697 Views Asked by At

I've a Cronjob script, written in PHP with following requirements:

  • Step 1 (DB server 1): Get some data from multiple tables (We have lot of data here)
  • Step 2 (Application server): Perform some calculation
  • Step 3 (DB Server 2): After calculation, insert that data in another database(MySQL)/table(InnoDB) for reporting purpose. This table contains 97 columns, actually different rates, which can not be normalized further. This is different physical DB server and have only one DB.

Script worked fine during development but on production, Step 1 returned approx 50 million records. Result, as obvious, script run for around 4 days and then failed. (Rough estimation, with current rate, it would have taken approx 171 days to finish)

Just for note, We were using prepared statements and Step 1 is getting data in bunch of 1000 records at a time.

What we did till now

Optimization Step 1: Multiple values in insert & drop all indexes

Some tests showed insert (Step 3 above) is taking maximum time (More then 95% time). To optimize, after some googling, we dropped all indexes from table, and instead of one insert query/row, we are not having one insert query/100 rows. This gave us a bit faster insert but still, as per rough estimate, it will take 90 days to run cron once, and we need to run it once every month as new data will be available every month.

Optimization step 2, instead of writing to DB, write to csv file and then import in mysql using linux command.

This step seems not working. Writing 30000 rows in CSV file took 16 minutes and we still need to import that CSV file in MySQL. We have single file handler for all write operations.

Current state

It seems I'm now clueless on what else can be done. Some key requirements:

  • Script need to insert approx 50,000,000 records (will increase with time)
  • There are 97 columns for each records, we can skip some but 85 columns at the minimum.
  • Based on input, we can break script into three different cron to run on three different server but insert had to be done on one DB server (master) so not sure if it will help.

However:

  • We are open to change database/storage engine (including NoSQL)
  • On production, we could have multiple database servers but insert had to be done on master only. All read operations can be directed to slave, which are minimal and occasional (Just to generate reports)

Question

I don't need any descriptive answer but can someone in short suggest what could be possible solution. I just need some optimization hint and I'll do remaining R&D.

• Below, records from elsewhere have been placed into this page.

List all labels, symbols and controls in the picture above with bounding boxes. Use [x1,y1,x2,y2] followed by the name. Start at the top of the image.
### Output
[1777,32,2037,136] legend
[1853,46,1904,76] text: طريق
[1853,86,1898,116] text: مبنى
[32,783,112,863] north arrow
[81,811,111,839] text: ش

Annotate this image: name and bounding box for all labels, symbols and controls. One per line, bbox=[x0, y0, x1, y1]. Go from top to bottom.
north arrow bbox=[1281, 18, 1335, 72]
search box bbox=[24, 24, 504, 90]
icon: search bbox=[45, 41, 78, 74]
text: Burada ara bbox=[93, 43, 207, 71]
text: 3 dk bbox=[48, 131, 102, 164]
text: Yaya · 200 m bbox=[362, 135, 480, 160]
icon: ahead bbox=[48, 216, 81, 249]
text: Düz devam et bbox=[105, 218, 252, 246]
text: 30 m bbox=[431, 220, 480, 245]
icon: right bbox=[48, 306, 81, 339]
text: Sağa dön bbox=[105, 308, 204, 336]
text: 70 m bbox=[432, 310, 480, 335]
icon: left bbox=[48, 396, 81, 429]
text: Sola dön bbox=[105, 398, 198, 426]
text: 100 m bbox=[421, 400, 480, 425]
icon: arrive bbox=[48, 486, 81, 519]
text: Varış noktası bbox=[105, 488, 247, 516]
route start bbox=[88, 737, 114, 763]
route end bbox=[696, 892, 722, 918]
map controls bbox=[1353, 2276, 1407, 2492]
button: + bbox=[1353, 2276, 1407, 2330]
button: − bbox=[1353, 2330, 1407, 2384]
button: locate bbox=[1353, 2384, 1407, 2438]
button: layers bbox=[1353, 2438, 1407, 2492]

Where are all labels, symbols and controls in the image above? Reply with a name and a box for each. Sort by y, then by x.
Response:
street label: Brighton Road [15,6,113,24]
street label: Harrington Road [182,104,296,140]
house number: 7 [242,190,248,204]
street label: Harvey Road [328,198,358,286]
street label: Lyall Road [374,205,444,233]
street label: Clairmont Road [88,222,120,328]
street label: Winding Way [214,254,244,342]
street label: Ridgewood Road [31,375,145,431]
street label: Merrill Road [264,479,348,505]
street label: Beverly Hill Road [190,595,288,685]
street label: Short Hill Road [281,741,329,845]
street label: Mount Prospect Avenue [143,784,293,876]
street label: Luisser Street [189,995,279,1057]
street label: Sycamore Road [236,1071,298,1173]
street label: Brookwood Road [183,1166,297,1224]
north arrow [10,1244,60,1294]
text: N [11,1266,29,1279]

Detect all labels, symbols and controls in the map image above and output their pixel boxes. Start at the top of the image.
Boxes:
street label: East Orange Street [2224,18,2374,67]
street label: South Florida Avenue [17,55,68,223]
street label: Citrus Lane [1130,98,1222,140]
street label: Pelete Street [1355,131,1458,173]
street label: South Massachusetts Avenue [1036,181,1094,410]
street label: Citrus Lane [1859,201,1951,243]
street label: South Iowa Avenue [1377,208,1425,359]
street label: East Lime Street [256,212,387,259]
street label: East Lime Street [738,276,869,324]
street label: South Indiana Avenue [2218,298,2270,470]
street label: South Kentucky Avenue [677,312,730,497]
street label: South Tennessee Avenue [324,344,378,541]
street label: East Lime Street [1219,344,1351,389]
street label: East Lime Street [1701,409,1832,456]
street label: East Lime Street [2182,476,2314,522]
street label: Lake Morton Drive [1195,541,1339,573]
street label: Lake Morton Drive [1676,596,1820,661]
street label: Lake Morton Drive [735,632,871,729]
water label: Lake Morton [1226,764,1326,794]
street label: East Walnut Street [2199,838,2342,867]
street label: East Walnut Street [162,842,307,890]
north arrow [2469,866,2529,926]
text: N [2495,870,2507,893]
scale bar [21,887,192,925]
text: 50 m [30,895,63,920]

We are open for everything, change database/storage engine, Server optimization/ multiple servers (Both DB and application), change programming language or whatever is best configuration for above requirements.

Final expectation, cron must finish in maximum 24 hours.

Edit in optimization step 2

To further understand why generating csv is taking time, I've created a replica of my code, with only necessary code. That code is present on git https://github.com/kapilsharma/xz

Output file of experiment is https://github.com/kapilsharma/xz/blob/master/csv/output500000_batch5000.txt

If you check above file, I'm inserting 500000 records and getting 5000 records form database at a time, making loop running 100 times. Time taken in first loop was 0.25982284545898 seconds but in 100th loop was 3.9140808582306. I assume its because of system resource and/or file size of csv file. In that case, it becomes more of programming question then DB optimization. Still, can someone suggest why it is taking more time in next loops?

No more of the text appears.